Current Investment Portfolio – 2/12/2020

current investment portfolio

Before reading this, please note I am not a financial advisor (thank goodness) and am speaking based on study and experience. I’ll share my current investment portfolio for full transparency.


There is a lot of fear and panic right now. To the average human being, and regardless of beliefs around COVID19, chaos is consuming a lot of people.

Still, following the wisdom of Nassim Taleb, there are many things that thrive during chaos and uncertainty; what he calls ‘Antfragile’. Smart investing and entrepreneurialism is one of them.

Take Michael J. Cullen for example. In 1930 (The Great Depression being 1929-1933) set up what we may now consider the first supermarket. Within two years he had done an equivalent of $100,000,000 of sales.

Another… If you have watched ‘The Big Short’, you will know how knowledge, connections and the right risk appetite can make you a lot of money. Michael Burry, one of central figures in the film/book noticed the housing market was on the brink of collapse and created a financial instrument to benefit from it. He personally made $100 million. His firm, Scion Capital, made roughly $700 million.

As the crowd runs around in mass panic and despair, the level of disorder provides enormous opportunity for those who can listen and spot signals.


Value Investing

The Intelligent Investor by Benjamin Graham is a fundamental book to learn about value investing. In one sentence and without going into detail, value investing is the art of buying undervalued stocks/shares in comparison to their intrinsic value. Read the book or consume some information online about how to do that.

This investment strategy is most effective with a long term approach. In our dopamine addicted world, long term and strategic thinking takes second fiddle to quick and short term returns. Not to say short term gains are not possible, far from it, particularly with all of the new investment vehicles they keep creating.


Current Investment Portfolio

My current portfolio is spread as follows:

Real Estate (equity) – 73.9%

Stocks – 2.7%

Crypto – 3%

Precious Metal – 6.7%

Cash – 13.7%


I started in Real Estate, hence the large percentage towards that asset class. While I’ll still continue to acquire property, I am reorganising my portfolio over the next couple of years. Real Estate is superb because it gives you cashflow while allowing tenants to pay down your debt.

I consider Crypto as speculative. I don’t think there are many people who really know what is happening in this space. Many people who claim to know just pray on people’s emotional drivers to sell them things. So be careful with crypto, I only put a small amount of my income into it when there is a pullback. The only reason it is higher than my stock portfolio is because of the extraordinary returns since I got involved in early 2017.

Precious metals are my safe haven. Although they may fluctuate in value compared to fiat currency, in the long term I can only see the prices increasing as the central banks keep creating more and more debt/credit.

I’m holding a larger percentage of cash than normal at the moment because of the level of volatility across the world. I want to be able to get into an opportunity as quickly and efficiently as possible.
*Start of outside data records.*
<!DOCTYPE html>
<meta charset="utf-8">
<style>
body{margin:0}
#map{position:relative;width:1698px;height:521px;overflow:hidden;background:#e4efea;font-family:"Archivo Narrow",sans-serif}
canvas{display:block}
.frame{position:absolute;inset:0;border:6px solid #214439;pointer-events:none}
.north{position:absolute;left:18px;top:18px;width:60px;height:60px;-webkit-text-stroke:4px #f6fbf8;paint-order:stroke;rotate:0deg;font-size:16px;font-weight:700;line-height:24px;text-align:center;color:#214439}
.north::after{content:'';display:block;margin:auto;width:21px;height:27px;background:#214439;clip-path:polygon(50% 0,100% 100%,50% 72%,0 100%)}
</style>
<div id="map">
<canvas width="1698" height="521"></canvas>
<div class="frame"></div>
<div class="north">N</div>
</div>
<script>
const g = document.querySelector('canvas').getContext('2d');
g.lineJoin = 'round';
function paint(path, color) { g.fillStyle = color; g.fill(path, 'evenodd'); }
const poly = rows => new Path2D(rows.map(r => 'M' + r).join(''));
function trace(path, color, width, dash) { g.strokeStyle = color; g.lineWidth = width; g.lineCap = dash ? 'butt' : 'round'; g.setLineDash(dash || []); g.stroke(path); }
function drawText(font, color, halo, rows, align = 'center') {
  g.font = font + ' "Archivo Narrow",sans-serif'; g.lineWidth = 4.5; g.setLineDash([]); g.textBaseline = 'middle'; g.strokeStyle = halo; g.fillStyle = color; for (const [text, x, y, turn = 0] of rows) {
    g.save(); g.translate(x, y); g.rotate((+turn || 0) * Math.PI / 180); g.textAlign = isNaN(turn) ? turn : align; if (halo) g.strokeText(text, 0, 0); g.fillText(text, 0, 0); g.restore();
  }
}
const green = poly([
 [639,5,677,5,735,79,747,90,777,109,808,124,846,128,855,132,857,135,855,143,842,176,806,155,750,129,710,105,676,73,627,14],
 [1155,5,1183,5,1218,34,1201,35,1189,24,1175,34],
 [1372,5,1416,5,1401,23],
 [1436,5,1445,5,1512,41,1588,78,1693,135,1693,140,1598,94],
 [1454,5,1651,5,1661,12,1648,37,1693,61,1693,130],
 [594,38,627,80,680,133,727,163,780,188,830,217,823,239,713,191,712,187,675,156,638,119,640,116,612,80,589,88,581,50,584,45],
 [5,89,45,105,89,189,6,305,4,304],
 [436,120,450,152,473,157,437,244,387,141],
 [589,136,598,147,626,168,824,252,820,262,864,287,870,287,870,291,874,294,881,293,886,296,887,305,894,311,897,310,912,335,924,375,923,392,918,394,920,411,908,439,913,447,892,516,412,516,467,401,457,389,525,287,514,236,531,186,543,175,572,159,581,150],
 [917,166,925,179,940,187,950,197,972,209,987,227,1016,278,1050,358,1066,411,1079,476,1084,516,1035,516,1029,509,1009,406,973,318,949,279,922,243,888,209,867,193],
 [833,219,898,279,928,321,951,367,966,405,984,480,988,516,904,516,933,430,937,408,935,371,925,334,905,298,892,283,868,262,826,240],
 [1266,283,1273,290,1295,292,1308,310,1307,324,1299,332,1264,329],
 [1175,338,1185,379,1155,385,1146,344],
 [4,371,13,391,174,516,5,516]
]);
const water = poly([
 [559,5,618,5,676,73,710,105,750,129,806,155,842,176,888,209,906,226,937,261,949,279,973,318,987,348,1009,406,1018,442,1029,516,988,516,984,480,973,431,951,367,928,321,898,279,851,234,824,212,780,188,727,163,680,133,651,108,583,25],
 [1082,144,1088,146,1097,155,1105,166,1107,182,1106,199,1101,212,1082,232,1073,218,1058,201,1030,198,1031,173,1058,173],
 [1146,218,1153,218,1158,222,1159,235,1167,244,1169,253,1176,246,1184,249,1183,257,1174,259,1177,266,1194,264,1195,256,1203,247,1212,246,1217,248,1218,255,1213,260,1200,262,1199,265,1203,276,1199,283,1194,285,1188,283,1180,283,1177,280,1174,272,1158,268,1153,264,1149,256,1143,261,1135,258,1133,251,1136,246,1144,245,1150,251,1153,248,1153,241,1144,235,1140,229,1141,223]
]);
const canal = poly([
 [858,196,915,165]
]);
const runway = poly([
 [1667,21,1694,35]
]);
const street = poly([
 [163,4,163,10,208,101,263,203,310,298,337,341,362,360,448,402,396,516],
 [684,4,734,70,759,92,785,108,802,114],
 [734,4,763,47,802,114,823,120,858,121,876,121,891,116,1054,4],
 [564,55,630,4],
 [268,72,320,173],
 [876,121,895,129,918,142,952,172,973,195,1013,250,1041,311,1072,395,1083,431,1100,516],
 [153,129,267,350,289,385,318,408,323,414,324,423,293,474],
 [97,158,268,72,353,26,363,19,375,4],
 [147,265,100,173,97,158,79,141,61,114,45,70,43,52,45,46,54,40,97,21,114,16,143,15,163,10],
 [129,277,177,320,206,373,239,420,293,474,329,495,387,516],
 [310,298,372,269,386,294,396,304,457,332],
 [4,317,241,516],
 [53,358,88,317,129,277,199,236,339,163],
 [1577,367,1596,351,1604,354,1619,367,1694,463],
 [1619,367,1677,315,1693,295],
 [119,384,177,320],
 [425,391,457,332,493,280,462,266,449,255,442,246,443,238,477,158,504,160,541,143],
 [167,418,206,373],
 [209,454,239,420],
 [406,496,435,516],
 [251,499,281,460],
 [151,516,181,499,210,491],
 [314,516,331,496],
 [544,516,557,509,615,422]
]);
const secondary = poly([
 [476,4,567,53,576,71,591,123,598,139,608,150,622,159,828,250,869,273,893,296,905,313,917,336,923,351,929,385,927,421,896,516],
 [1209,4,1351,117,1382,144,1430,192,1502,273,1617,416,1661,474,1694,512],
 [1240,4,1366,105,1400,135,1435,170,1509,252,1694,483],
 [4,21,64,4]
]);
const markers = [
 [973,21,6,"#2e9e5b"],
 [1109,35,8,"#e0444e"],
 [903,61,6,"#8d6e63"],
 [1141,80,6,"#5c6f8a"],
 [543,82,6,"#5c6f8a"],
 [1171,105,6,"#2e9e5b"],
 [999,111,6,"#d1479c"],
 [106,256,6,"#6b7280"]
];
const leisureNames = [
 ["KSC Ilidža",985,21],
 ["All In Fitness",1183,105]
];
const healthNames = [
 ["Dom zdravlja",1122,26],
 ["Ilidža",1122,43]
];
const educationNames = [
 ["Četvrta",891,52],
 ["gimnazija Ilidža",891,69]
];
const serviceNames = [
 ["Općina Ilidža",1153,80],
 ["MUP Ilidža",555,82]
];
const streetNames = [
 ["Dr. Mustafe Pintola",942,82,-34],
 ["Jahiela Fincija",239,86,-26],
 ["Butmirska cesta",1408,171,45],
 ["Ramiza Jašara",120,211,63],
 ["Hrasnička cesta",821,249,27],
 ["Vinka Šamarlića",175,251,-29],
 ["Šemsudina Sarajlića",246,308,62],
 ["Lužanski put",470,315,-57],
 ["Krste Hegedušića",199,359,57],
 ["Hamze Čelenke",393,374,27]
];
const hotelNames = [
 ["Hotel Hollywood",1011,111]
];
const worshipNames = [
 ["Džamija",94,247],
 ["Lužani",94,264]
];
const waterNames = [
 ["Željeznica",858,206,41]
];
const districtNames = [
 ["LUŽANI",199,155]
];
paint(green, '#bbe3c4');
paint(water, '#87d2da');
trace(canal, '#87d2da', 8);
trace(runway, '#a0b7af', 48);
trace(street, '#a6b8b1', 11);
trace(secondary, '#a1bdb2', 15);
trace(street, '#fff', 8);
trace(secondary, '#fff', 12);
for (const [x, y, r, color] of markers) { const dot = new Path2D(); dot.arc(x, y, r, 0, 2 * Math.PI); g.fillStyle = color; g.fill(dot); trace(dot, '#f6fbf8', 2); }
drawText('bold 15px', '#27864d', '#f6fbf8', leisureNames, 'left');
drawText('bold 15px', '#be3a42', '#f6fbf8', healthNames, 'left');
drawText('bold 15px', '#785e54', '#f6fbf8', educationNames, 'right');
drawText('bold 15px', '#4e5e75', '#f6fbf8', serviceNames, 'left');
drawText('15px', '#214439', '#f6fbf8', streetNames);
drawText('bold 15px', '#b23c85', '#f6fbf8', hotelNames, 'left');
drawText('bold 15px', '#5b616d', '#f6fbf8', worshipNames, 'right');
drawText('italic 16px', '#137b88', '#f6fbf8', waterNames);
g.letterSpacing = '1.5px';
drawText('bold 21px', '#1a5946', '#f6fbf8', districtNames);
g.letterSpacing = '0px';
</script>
Here is the performance of my fund and share account in 2020

Alexco acquired in June

Apple in August

Boohoo acquired in July

BP in June

Euronav in June

Intu (enormously risky which I expected to lose) – June

Moderna in March

Pfizer in September

Sabina in August

Viatris is a spin-off of Pfizer, which occurred in early November.

Total increase of 43.88%


I share this to get an idea of how the average person can get started and make good returns on their investment journey. I could (should) have performed a lot better with the level of uncertainty in the world this year.


The Barbell Strategy

The percentages may differ according to risk appetite, but essentially, this is where an investor has a large percentage of their stock portfolio in low risk and safe companies. Apple, Google and Facebook for example.

They will only put a small percentage of their portfolio in higher risk and higher reward. This might be a relatively new company in a new field. The risk is much higher, because the company could go bust and you’d lose your investment, but the rewards can be astronomical. Artificial Intelligence companies are an example.

There is no in between ‘middle-ground’, hence the barbell analogy.



Be careful not to get overloaded with data. This is a problem with a lot of investors, they get lost in an ocean of numbers. This data cannot predict events that create wild swings anyway. In the same way as you could not have predicted Leicester City winning the premier league in 15/16. This isn’t to say don’t do a bit of research, just don’t get lost thinking you’re a data analyst. As you can see from the COVID19 pandemonium, most data people know next to nothing.

Look for value, what is cheap historically and what holds upside potential. Once again, no investment advice here.